Существуют жанры средневековой словесности, вышедшие из-под пера образованных, духовенства и монахов, но адресованные не узкому и замкнутому кругу посвященных в тонкости теологии и схоластики, а всем верующим. Проповеди, исповедальные книги (libri poenitentiales), нравоучительные «примеры» (exempla), «видения» потустороннего мира (visiones), рассказы о чудесах (miracula) и жития святых (vitae), пособия по популярному богословию, благословения и заклятия, применяемые церковью, сочинялись с тем, чтобы воздействовать на сознание паствы. Но именно поэтому между мыслью проповедника, священника и исповедника, с одной стороны, и сознанием прихожан — с другой, устанавливалась «обратная связь»: автор такого рода сочинения не мог не говорить с ними на языке образов и понятий, которые были доступны их разумению, были их языком.
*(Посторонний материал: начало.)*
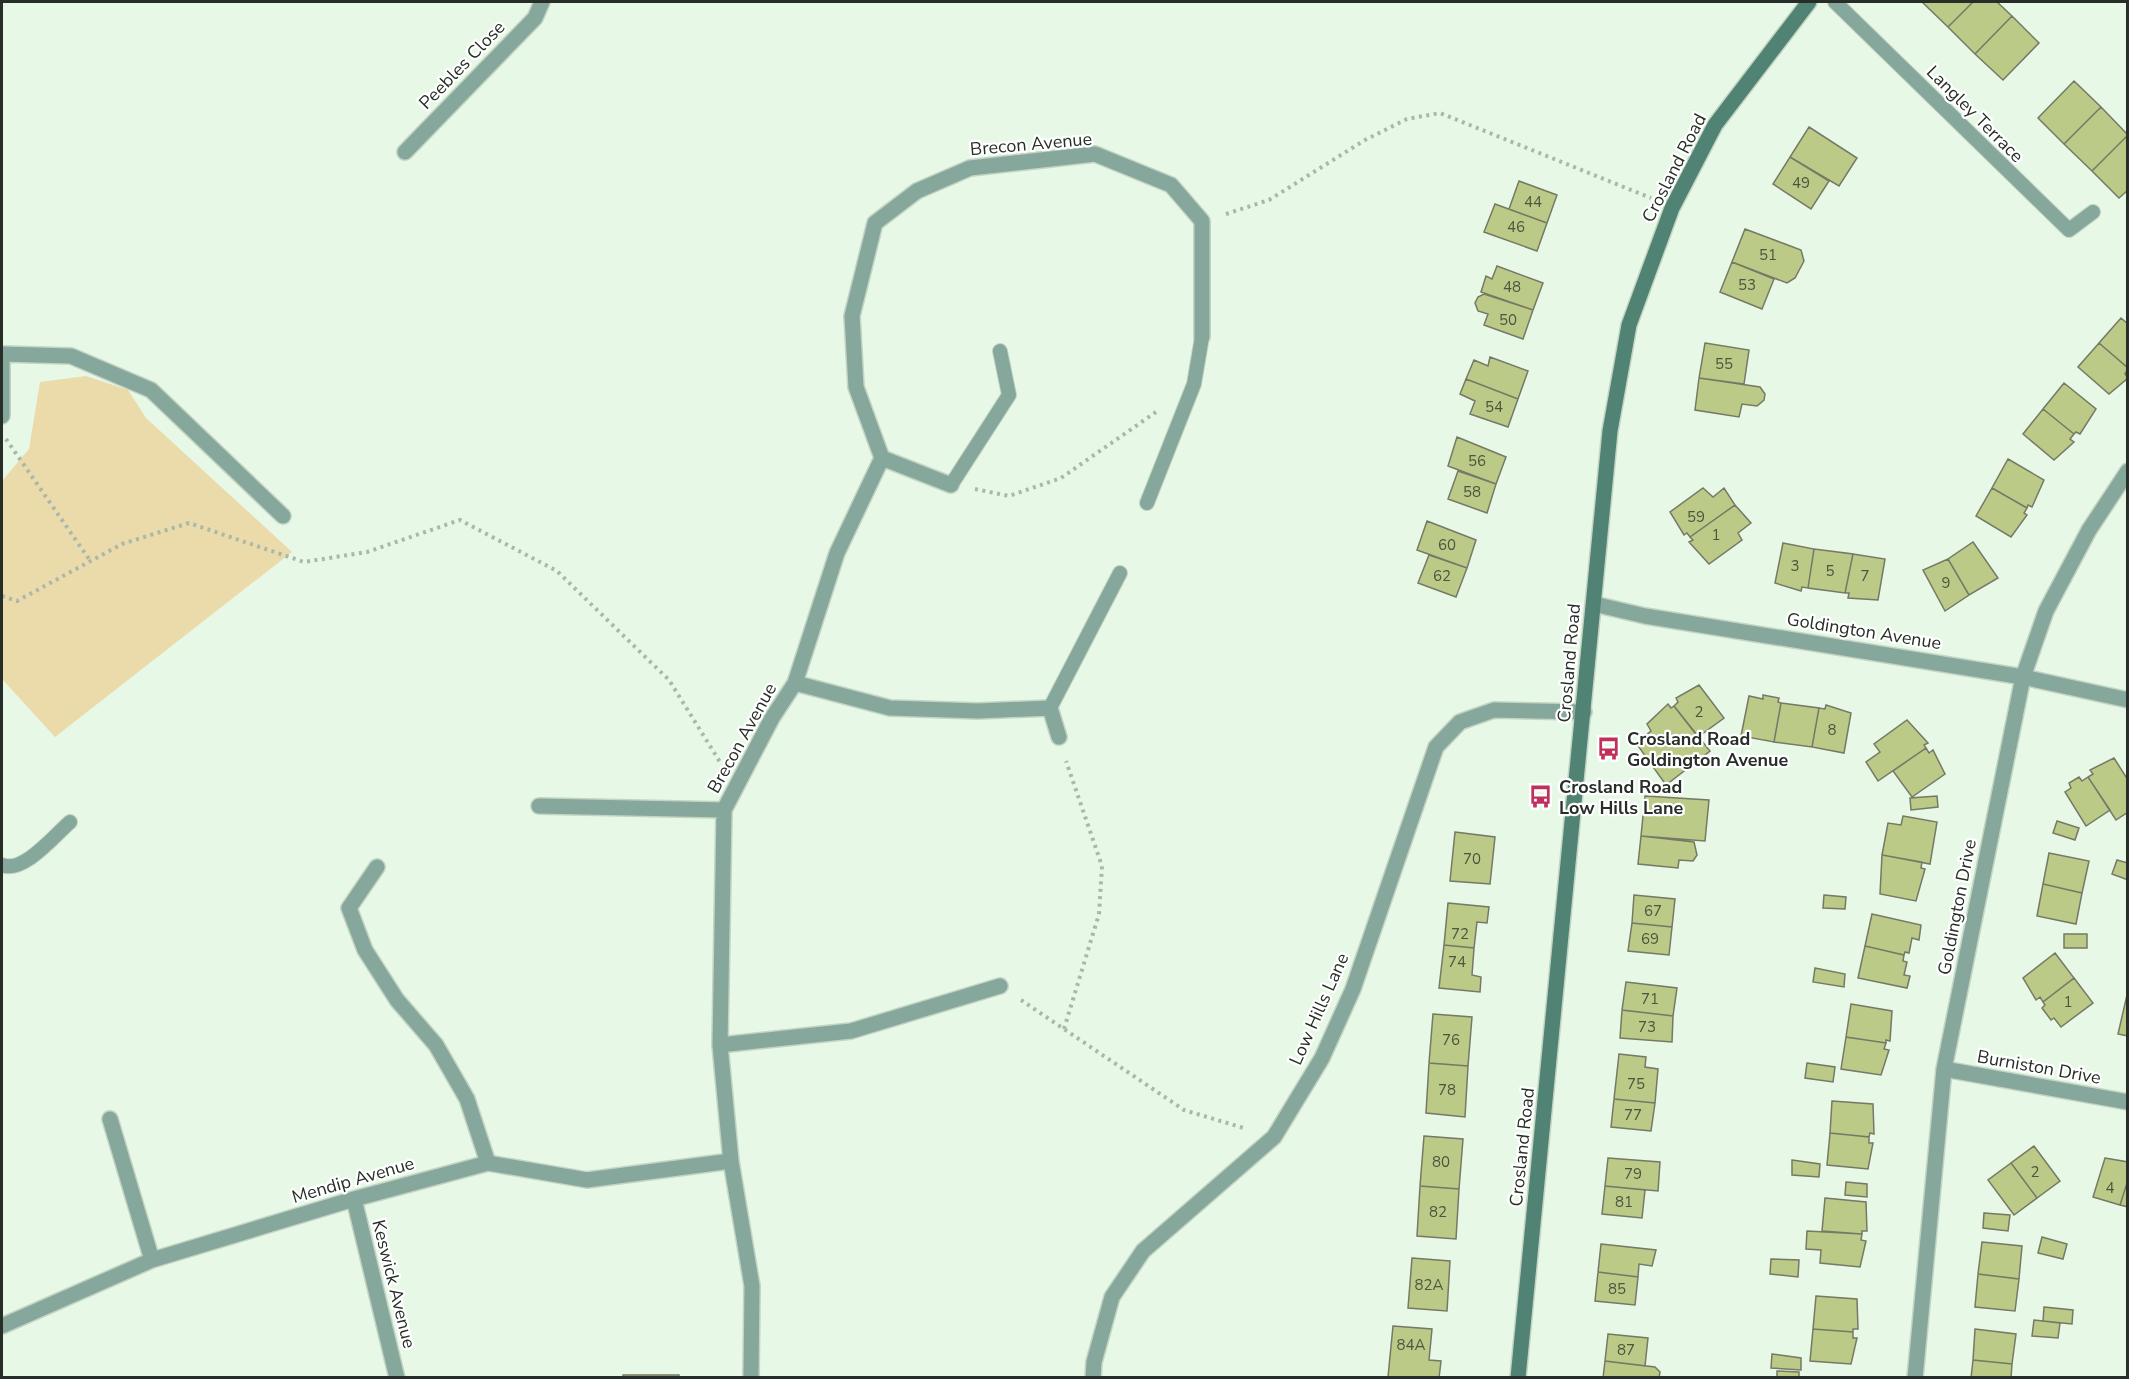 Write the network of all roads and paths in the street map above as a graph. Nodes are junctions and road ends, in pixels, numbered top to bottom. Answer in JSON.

Это был вместе с тем и один из языков самого монаха или духовного лица (наряду с языком высокого богословия).

Поэтому, вчитываясь в произведения перечисленных сейчас жанров, мы можем расслышать два голоса: голос «простеца» — необразованного, «фольклорного человека» (illitteratus, idiota), в сознании которого творились и хранились «пред-культурные», необработанные и непроясненные ферменты культуры, с одной стороны, и Простеца как носителя антитетичной культуры средневековой эпохи, обращавшегося к этим «фольклорным простецам», — с другой1. Голос первого смутно слышен сквозь голос второго; фрагменты сознания невежественного прихожанина доходят до нас процензурированными духовником и проповедником. И тем не менее именно здесь историк может приблизиться к уровню ментальностей, который скрыт от его взора в официальной теологии и «исповедях-мемуарах» людей типа Абеляра или Гвибера Ножанского.